◆ **DATASET EXTRACT**:
[Start of section]

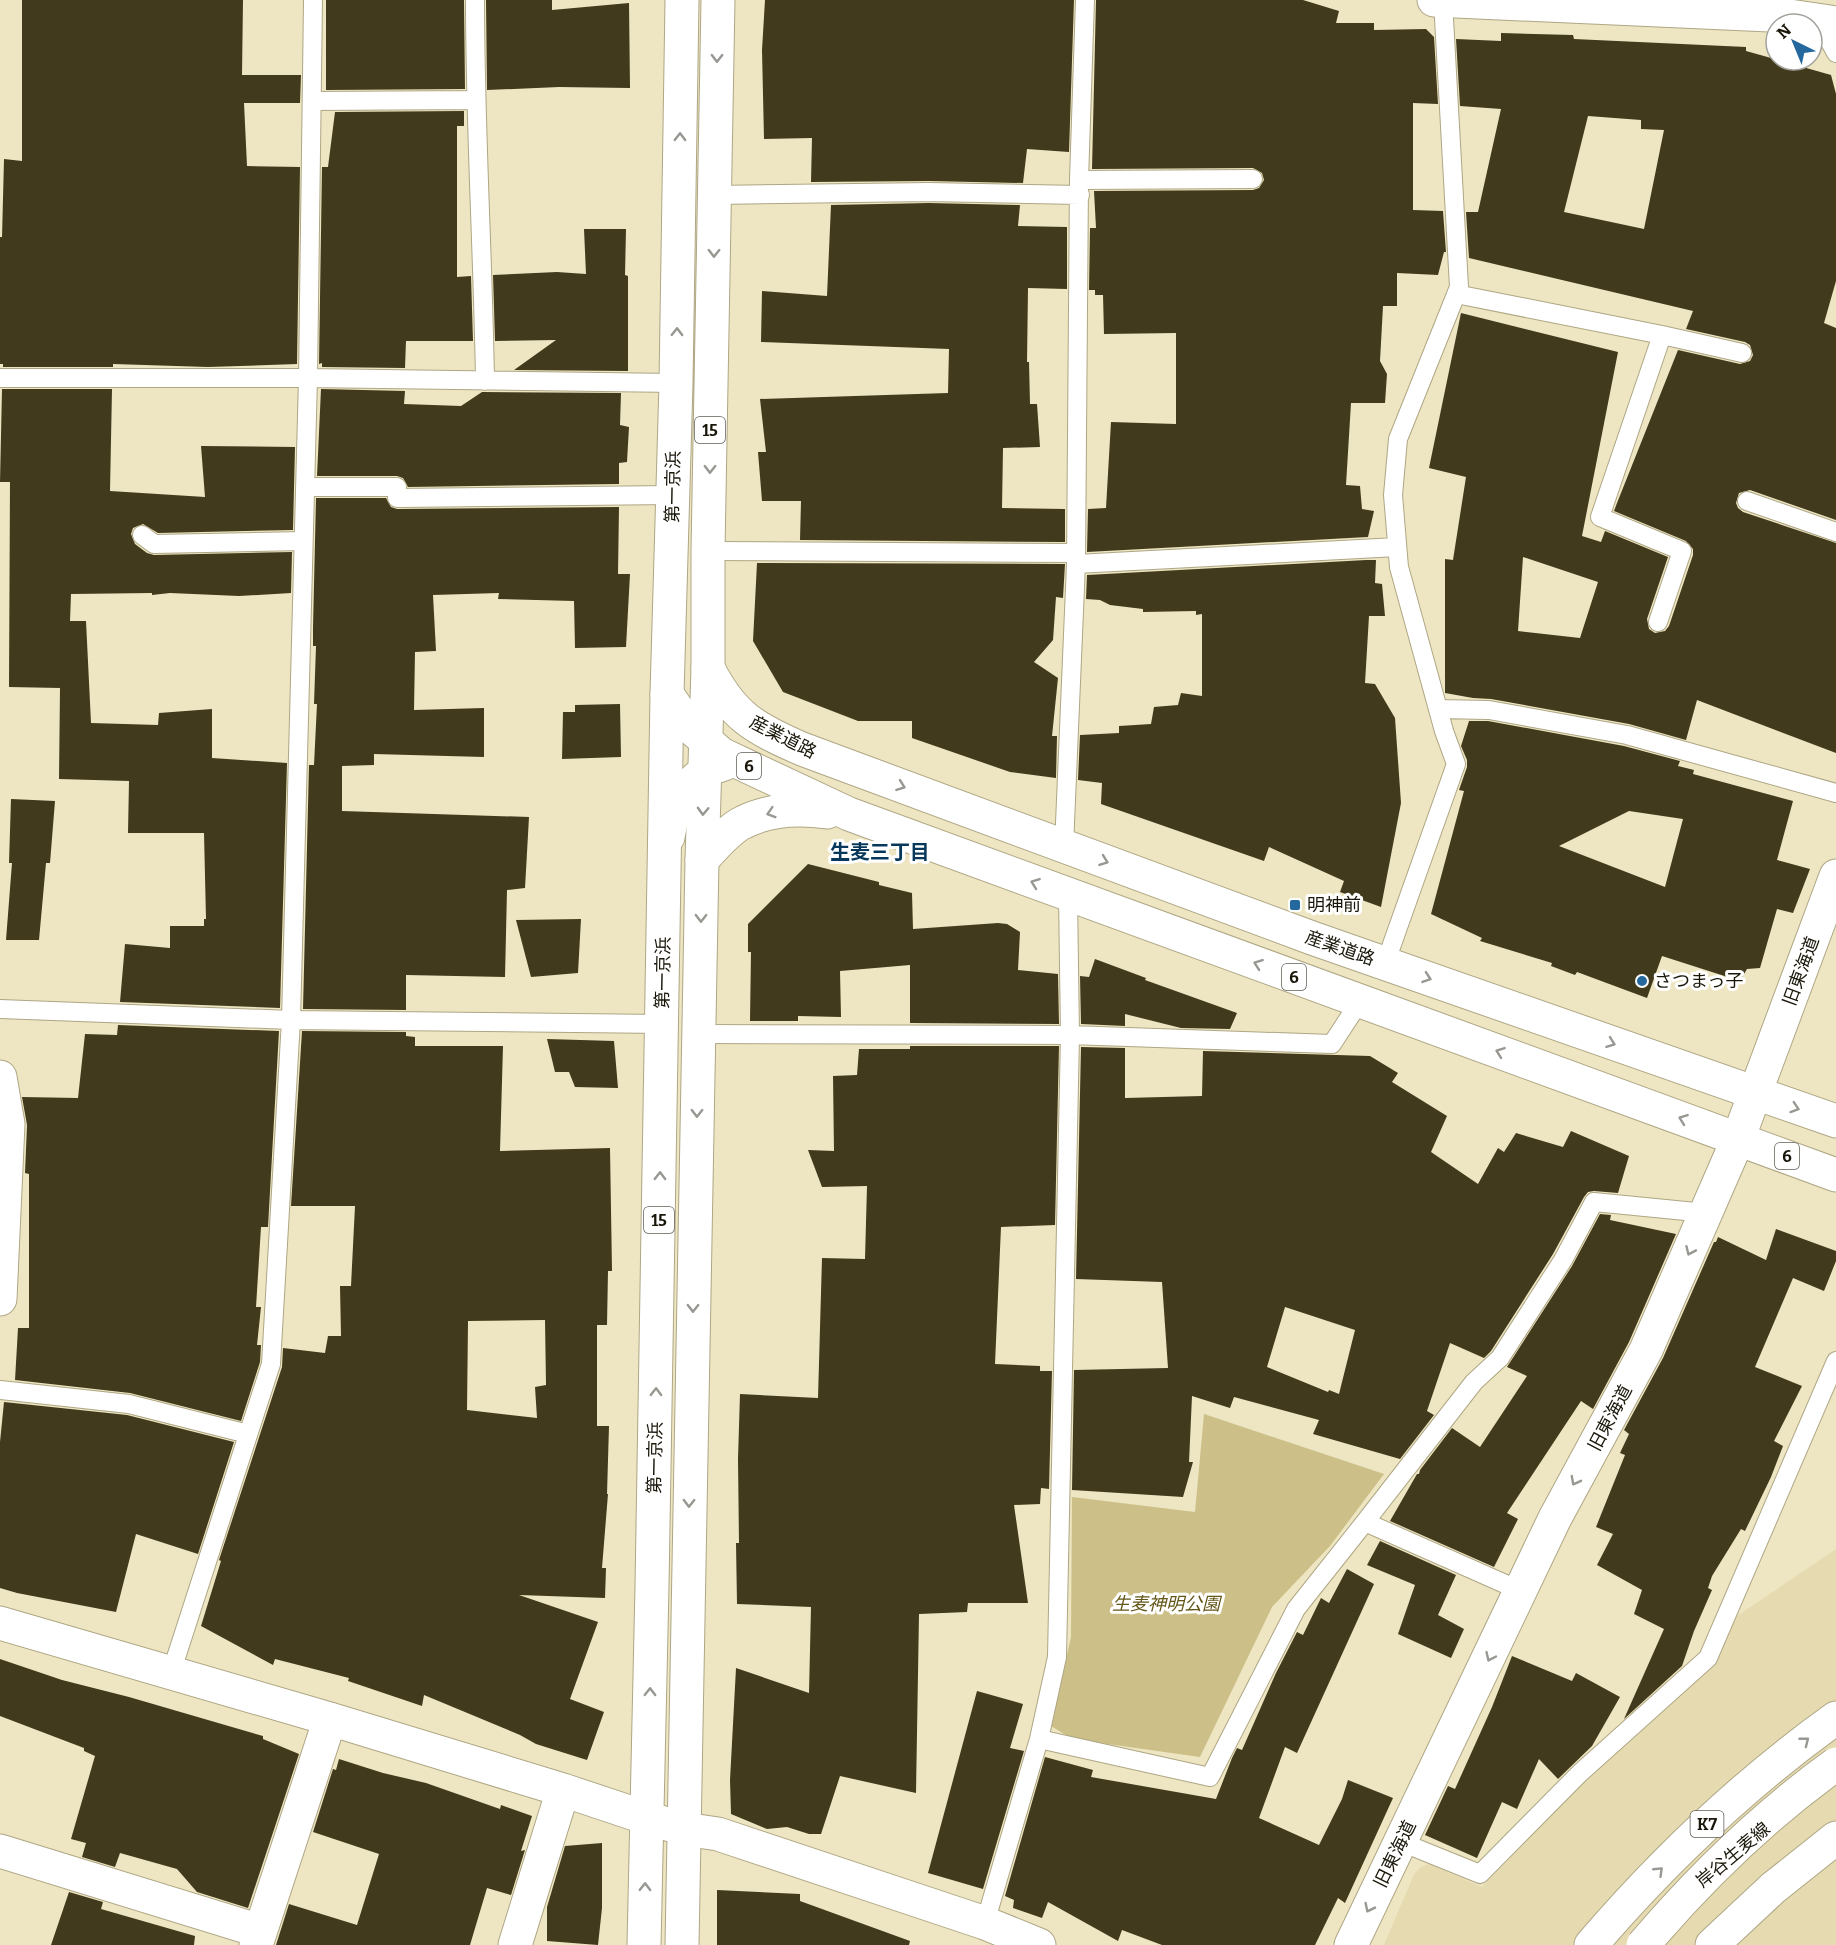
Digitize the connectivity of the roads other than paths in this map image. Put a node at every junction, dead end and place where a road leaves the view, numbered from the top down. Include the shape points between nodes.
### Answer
1 (313, 0) edge
2 (475, 0) edge
3 (682, 0) edge
4 (718, 0) edge
5 (1085, 0) edge
6 (1438, 0) edge
7 (1786, 8) edge
8 (1832, 22) edge
9 (1836, 53) edge
10 (475, 100) junction
11 (312, 101) junction
12 (1253, 180) dead end
13 (1079, 188) junction
14 (715, 195) junction
15 (1456, 294) junction
16 (1662, 335) junction
17 (1742, 353) dead end
18 (0, 378) edge
19 (308, 378) junction
20 (485, 381) junction
21 (676, 382) junction
22 (305, 487) junction
23 (674, 495) junction
24 (1747, 501) dead end
25 (1836, 532) edge
26 (142, 535) dead end
27 (303, 541) junction
28 (1396, 547) junction
29 (708, 551) junction
30 (1076, 559) junction
31 (1658, 622) dead end
32 (708, 668) junction
33 (667, 694) junction
34 (1438, 709) junction
35 (706, 740) junction
36 (736, 761) junction
37 (846, 766) junction
38 (705, 773) junction
39 (1836, 793) edge
40 (849, 814) junction
41 (1064, 847) junction
42 (665, 855) junction
43 (702, 860) junction
44 (1836, 876) edge
45 (1068, 895) junction
46 (1385, 964) junction
47 (1360, 1001) junction
48 (0, 1009) edge
49 (291, 1020) junction
50 (663, 1023) junction
51 (699, 1034) junction
52 (1070, 1035) junction
53 (0, 1077) edge
54 (1756, 1095) junction
55 (1836, 1121) edge
56 (1738, 1139) junction
57 (1836, 1175) edge
58 (1706, 1214) junction
59 (0, 1299) edge
60 (1836, 1361) edge
61 (0, 1390) edge
62 (248, 1434) junction
63 (1365, 1522) junction
64 (1521, 1591) junction
65 (0, 1623) edge
66 (171, 1672) junction
67 (1836, 1718) edge
68 (330, 1719) junction
69 (1039, 1739) junction
70 (1836, 1751) edge
71 (1836, 1764) edge
72 (1836, 1770) edge
73 (563, 1790) junction
74 (647, 1818) junction
75 (1836, 1828) edge
76 (684, 1829) junction
77 (1836, 1838) edge
78 (1401, 1842) junction
79 (0, 1851) edge
80 (1709, 1873) junction
81 (985, 1923) junction
82 (258, 1938) edge
83 (514, 1945) edge
84 (644, 1945) edge
85 (682, 1945) edge
86 (1039, 1945) edge
87 (1351, 1945) edge
88 (1591, 1945) edge
89 (1613, 1945) edge
90 (1635, 1945) edge
91 (1643, 1945) edge
92 (1699, 1945) edge
93 (1712, 1945) edge

1 - 11 lane
2 - 10 lane
21 -> 3 main road, 第一京浜 / 15
4 -> 14 main road, 第一京浜 / 15
5 - 13 lane
6 - 7 main road
6 - 15 lane via 1459,287
7 - 8 main road
8 - 9 lane via 1830,42
10 - 11 lane
10 - 20 lane
11 - 19 lane
12 - 13 lane
13 - 14 lane
13 - 30 lane
14 -> 29 main road, 第一京浜 / 15
15 - 16 lane
15 - 28 lane via 1398,439 1393,495
16 - 17 lane
16 - 31 lane via 1600,517 1682,551
18 - 19 lane
19 - 20 lane
19 - 22 lane
20 - 21 lane
21 - 23 main road, 第一京浜 / 15
22 - 23 lane via 397,487 397,498
22 - 27 lane
23 - 33 main road, 第一京浜 / 15
24 - 25 lane
26 - 27 lane via 154,544
27 - 49 lane
28 - 30 lane
28 - 34 lane
29 - 30 lane
29 - 32 main road, 第一京浜 / 15
30 - 41 lane
32 - 35 main road, 第一京浜 / 15
32 - 37 main road, 産業道路 / 6 via 736,711 758,728
33 - 35 main road, 6 via 688,725
33 - 42 main road, 第一京浜 / 15
34 - 39 lane via 1489,710 1627,735
34 - 46 lane via 1456,764
35 - 36 main road, 6
35 - 38 main road, 第一京浜 / 15
36 - 37 main road, 産業道路 / 6 via 789,755
36 - 38 main road, 産業道路 / 6
36 - 40 main road, 6
37 -> 41 main road, 産業道路 / 6
38 - 42 main road, 産業道路 / 6 via 679,797
38 -> 43 main road, 第一京浜 / 15
40 -> 43 main road, 6 via 783,810 742,822
45 -> 40 main road, 6
41 -> 46 main road, 産業道路 / 6
42 - 50 main road, 第一京浜 / 15
43 -> 51 main road, 第一京浜 / 15
44 - 54 main road, 旧東海道
47 -> 45 main road, 6
45 - 52 lane
46 -> 54 main road, 産業道路 / 6
47 - 52 lane via 1332,1044
56 -> 47 main road, 6
48 - 49 lane
49 - 50 lane
49 - 62 lane via 271,1364
74 -> 50 main road, 第一京浜 / 15
51 - 52 lane
51 -> 76 main road, 第一京浜 / 15
52 - 69 lane via 1057,1657
53 - 59 main road via 8,1124
54 -> 55 main road, 産業道路 / 6
54 - 56 main road, 旧東海道
56 - 57 main road, 6
56 - 58 main road, 旧東海道
58 - 63 lane via 1594,1202 1563,1260 1500,1358 1474,1382
58 -> 64 main road, 旧東海道 via 1646,1350
60 - 78 lane via 1708,1658 1580,1773 1480,1874
61 - 62 lane via 129,1404
62 - 66 lane
63 - 64 lane
63 - 69 lane via 1296,1609 1210,1777
64 -> 78 main road, 旧東海道
65 - 66 main road
66 - 68 main road
88 -> 67 main road, K7 via 1699,1831
68 - 73 main road
68 - 82 main road
69 - 81 lane
70 - 80 main road, bridge
71 - 80 main road, K7, bridge
72 - 89 main road, bridge via 1790,1797 1690,1872
72 - 90 main road, 岸谷生麦線, bridge via 1685,1895
73 - 74 main road
73 - 83 main road
74 - 76 main road
84 -> 74 main road, 第一京浜 / 15
75 - 92 main road
76 - 81 main road via 718,1834
76 - 85 main road, 第一京浜 / 15
77 - 93 main road via 1773,1888
78 -> 87 main road, 旧東海道
79 - 82 main road
80 - 91 main road, K7, bridge
81 - 86 main road

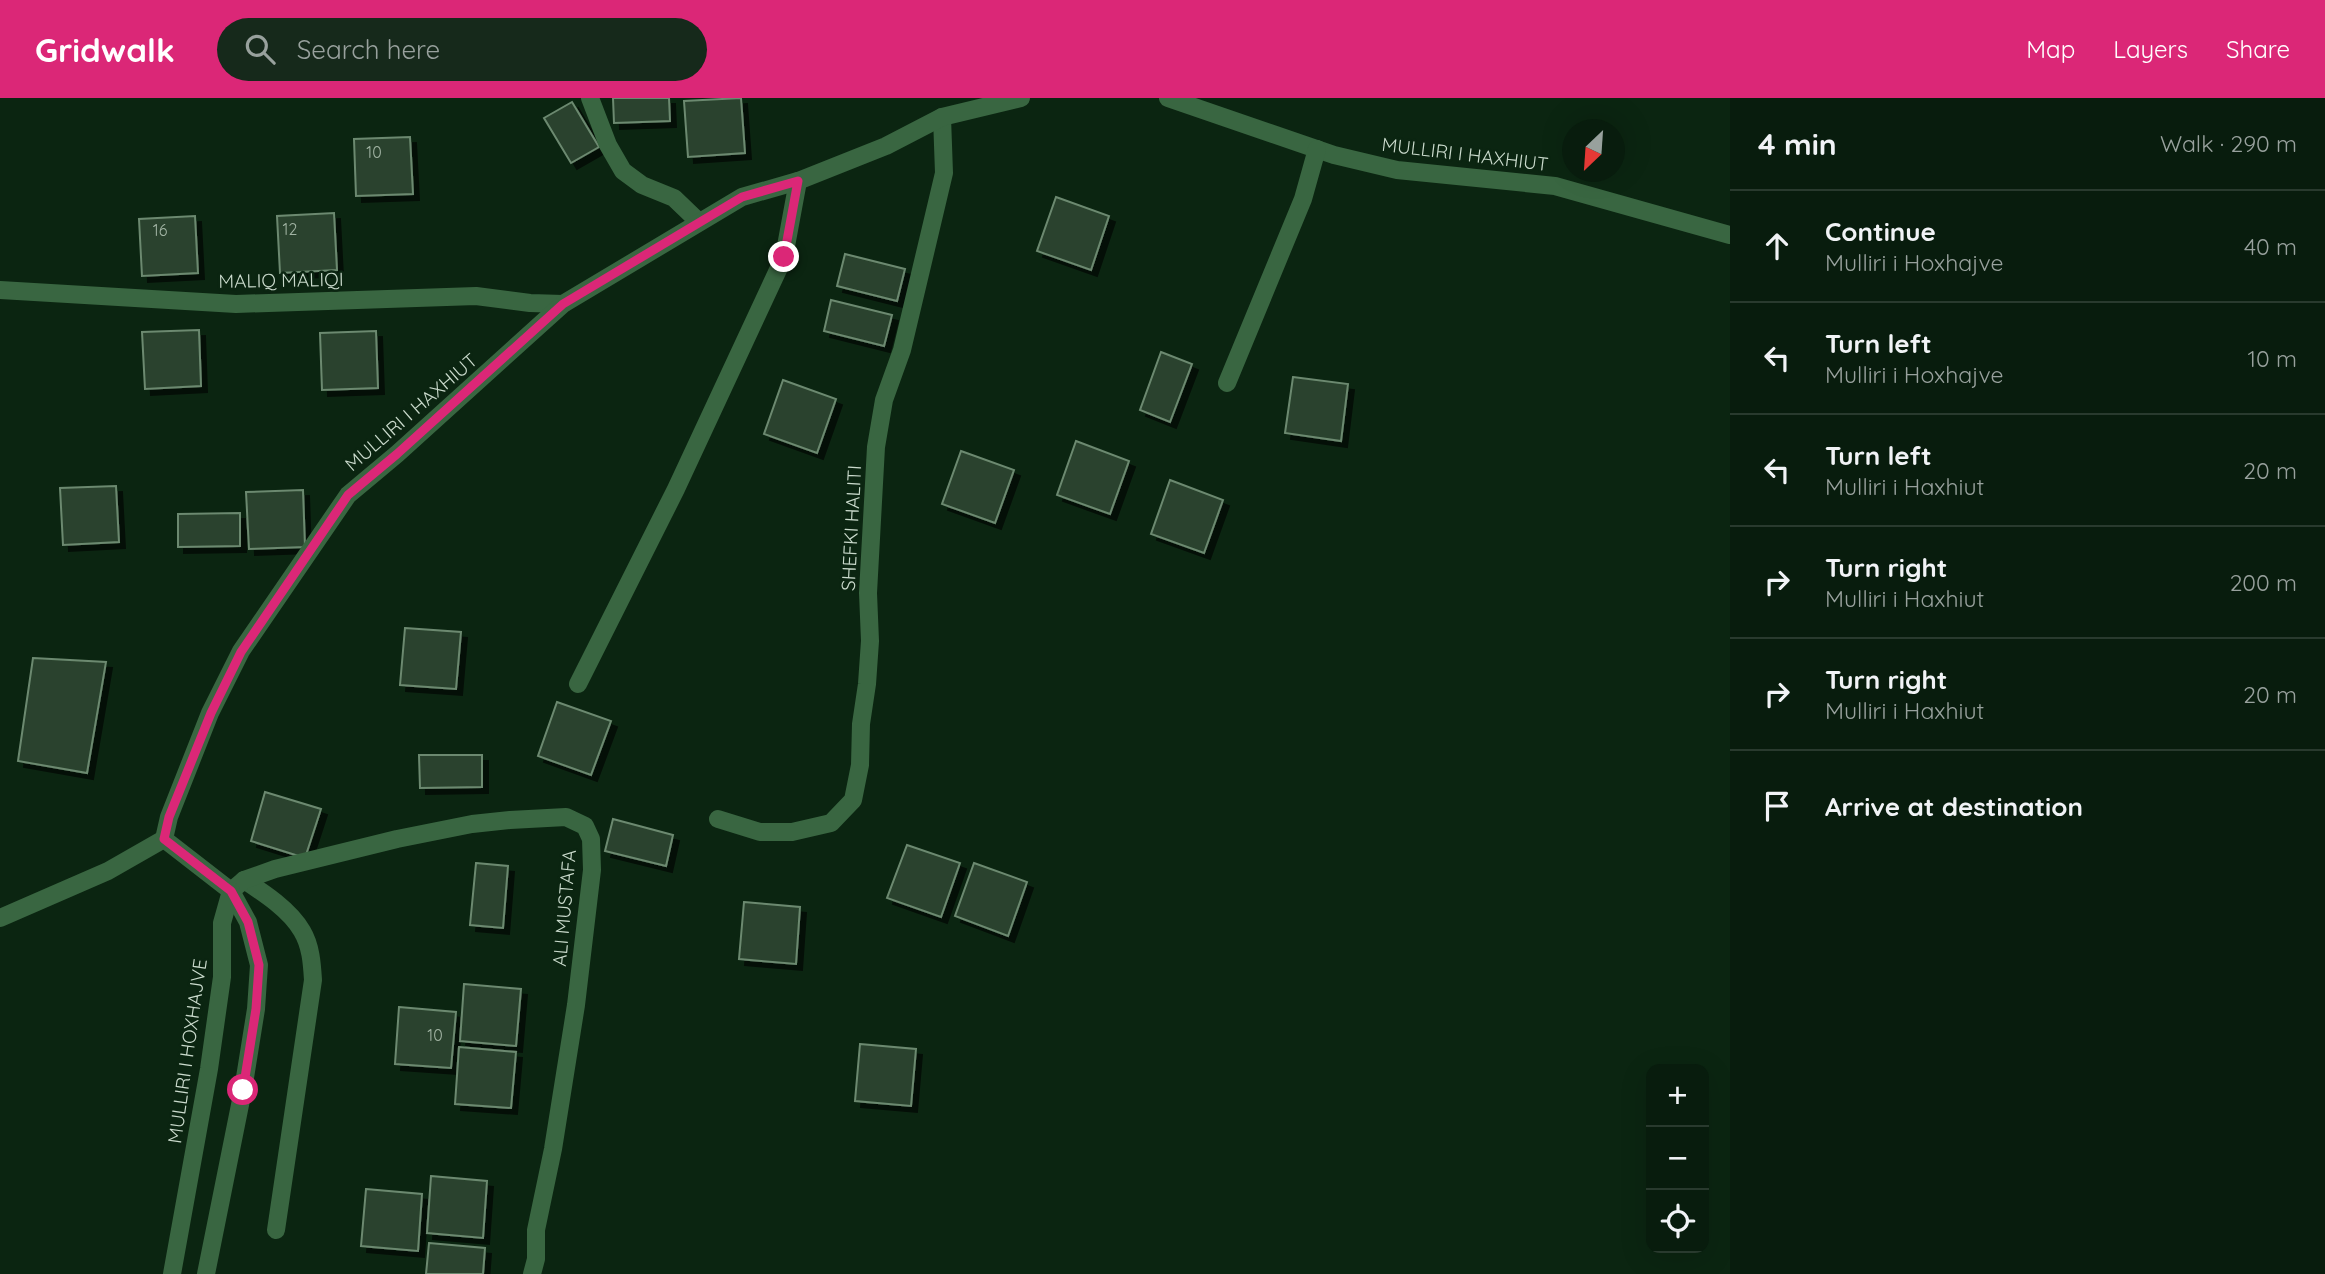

[End of section]

◆ **TASK STATEMENT**: Wherever the string "産業道路" occurs in the entries, copy that whole line.

◆ **RESPONSE TO THE EXERCISE**:
32 - 37 main road, 産業道路 / 6 via 736,711 758,728
36 - 37 main road, 産業道路 / 6 via 789,755
36 - 38 main road, 産業道路 / 6
37 -> 41 main road, 産業道路 / 6
38 - 42 main road, 産業道路 / 6 via 679,797
41 -> 46 main road, 産業道路 / 6
46 -> 54 main road, 産業道路 / 6
54 -> 55 main road, 産業道路 / 6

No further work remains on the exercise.